• _To do_
Take every line from the entries below that includes the word "Mondelet" and copy it.

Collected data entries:
....

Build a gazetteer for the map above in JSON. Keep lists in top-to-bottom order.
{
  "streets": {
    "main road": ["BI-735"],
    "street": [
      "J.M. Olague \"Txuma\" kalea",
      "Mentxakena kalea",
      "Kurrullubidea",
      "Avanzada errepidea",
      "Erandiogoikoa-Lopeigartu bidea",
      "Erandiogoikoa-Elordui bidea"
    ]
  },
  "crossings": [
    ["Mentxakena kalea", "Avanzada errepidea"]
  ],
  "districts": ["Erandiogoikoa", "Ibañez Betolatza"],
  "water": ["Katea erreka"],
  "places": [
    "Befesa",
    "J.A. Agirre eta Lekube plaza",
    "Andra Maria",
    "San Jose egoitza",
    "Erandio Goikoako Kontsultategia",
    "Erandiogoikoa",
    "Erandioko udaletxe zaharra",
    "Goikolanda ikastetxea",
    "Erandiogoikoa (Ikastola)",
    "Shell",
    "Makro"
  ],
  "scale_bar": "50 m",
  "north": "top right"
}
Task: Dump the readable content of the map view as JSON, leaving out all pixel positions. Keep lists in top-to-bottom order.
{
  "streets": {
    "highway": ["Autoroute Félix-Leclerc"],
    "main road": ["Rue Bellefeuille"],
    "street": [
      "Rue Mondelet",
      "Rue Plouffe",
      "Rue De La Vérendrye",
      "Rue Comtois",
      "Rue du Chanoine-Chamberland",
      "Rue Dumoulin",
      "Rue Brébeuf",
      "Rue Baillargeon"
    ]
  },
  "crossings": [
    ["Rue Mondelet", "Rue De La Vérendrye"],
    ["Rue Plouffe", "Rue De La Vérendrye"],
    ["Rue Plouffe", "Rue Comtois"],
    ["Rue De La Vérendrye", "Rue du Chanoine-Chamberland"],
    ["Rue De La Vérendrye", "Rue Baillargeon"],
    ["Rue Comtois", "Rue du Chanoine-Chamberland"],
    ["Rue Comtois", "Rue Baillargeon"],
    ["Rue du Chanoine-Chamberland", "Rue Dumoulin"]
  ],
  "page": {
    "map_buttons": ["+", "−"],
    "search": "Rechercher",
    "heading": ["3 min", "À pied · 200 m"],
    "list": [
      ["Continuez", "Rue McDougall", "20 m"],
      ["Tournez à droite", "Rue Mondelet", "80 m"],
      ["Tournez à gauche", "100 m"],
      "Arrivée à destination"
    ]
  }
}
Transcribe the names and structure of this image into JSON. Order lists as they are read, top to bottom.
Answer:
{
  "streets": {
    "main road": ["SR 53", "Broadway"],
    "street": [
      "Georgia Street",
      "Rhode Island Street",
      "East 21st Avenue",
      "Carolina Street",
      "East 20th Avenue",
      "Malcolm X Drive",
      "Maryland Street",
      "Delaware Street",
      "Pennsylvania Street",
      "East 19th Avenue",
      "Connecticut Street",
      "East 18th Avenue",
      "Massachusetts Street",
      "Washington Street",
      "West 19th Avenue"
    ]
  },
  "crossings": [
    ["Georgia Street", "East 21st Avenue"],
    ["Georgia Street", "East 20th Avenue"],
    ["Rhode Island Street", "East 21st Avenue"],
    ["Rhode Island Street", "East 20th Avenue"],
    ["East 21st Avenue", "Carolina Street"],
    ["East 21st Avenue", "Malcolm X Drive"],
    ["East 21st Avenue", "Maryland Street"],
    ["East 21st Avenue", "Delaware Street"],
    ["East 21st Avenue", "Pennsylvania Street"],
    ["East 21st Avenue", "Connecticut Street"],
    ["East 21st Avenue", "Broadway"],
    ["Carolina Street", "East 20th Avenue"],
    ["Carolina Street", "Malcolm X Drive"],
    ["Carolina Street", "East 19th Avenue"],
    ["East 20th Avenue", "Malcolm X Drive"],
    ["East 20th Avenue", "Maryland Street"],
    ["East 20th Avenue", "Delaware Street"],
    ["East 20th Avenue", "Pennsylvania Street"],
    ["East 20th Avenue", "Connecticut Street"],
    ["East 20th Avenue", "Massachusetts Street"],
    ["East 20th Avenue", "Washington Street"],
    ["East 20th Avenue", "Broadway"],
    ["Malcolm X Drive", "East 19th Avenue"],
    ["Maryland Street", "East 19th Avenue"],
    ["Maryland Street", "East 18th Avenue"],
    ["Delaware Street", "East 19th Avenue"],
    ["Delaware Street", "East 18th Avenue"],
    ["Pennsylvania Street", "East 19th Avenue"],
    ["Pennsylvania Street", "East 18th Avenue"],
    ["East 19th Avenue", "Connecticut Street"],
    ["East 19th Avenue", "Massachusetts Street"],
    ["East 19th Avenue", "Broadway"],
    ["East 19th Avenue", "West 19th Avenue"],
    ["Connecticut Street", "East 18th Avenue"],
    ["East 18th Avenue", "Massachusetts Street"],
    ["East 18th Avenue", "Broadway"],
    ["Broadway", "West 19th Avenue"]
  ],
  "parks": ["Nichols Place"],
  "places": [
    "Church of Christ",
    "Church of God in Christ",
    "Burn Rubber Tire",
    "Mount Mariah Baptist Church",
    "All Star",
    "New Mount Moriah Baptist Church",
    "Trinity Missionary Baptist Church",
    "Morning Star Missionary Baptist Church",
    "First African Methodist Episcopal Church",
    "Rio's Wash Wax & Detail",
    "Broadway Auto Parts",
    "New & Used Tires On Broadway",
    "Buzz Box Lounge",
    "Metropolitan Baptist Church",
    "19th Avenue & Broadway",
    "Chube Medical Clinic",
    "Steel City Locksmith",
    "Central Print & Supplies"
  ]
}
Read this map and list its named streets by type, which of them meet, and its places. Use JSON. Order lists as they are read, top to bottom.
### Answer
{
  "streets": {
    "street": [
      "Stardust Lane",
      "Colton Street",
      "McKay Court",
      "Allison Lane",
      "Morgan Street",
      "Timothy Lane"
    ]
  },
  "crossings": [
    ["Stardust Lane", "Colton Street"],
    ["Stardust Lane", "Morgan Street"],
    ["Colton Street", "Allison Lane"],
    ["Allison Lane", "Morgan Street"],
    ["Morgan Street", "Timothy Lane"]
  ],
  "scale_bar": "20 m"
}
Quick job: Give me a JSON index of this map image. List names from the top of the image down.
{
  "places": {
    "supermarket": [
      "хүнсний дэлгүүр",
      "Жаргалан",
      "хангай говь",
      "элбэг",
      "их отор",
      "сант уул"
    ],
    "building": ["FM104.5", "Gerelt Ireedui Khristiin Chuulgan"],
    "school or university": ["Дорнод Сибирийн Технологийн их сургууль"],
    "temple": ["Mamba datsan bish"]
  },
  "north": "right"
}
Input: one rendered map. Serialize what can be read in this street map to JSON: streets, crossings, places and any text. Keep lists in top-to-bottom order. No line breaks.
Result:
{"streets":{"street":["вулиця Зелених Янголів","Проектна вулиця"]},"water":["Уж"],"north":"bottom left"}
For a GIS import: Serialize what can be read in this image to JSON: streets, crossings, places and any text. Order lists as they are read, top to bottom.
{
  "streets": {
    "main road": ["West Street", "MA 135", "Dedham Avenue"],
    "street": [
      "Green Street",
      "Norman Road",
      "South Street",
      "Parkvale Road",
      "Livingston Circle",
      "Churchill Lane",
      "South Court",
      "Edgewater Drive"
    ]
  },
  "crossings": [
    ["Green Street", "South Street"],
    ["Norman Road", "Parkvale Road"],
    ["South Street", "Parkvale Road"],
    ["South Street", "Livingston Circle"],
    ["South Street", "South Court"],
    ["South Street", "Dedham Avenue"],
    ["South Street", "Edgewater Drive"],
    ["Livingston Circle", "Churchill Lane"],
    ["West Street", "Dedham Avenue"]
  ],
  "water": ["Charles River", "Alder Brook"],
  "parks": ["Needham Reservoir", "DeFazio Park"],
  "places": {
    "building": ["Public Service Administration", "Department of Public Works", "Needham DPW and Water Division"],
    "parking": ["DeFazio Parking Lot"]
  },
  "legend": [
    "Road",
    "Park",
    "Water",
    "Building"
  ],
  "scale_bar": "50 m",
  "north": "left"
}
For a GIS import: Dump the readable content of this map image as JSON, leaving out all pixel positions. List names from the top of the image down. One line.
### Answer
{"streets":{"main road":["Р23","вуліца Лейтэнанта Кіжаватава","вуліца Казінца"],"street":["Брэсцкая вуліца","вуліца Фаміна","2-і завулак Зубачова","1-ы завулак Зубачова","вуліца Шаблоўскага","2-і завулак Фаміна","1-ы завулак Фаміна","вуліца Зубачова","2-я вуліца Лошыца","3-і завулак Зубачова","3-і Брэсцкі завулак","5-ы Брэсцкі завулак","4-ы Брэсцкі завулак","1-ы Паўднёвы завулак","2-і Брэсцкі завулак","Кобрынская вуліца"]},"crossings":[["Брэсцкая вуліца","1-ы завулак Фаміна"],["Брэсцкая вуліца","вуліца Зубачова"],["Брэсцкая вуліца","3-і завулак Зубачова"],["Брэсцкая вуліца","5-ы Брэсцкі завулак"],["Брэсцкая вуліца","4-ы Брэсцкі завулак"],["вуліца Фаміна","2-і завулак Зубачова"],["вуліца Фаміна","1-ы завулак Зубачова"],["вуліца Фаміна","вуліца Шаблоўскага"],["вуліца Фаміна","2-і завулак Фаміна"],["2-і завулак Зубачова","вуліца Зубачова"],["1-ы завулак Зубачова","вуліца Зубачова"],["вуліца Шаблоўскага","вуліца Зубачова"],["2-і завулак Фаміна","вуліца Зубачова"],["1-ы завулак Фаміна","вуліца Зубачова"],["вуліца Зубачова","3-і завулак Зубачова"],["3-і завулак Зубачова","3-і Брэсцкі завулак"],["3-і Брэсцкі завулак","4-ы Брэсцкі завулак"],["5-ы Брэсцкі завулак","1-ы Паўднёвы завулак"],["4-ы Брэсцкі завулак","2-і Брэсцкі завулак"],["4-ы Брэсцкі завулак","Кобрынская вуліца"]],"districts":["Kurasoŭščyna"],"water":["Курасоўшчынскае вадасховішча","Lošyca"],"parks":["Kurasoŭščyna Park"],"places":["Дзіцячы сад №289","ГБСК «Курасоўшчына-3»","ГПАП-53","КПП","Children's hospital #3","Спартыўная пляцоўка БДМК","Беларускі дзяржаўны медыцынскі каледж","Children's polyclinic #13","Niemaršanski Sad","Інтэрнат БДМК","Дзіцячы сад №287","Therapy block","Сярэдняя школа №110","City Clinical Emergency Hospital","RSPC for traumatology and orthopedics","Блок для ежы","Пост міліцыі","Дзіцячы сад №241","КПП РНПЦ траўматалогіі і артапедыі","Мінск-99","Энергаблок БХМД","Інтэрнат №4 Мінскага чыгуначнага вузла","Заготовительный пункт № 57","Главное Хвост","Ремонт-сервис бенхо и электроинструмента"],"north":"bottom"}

....

• _Answer space_
      "Rue Mondelet",
    ["Rue Mondelet", "Rue De La Vérendrye"],
      ["Tournez à droite", "Rue Mondelet", "80 m"],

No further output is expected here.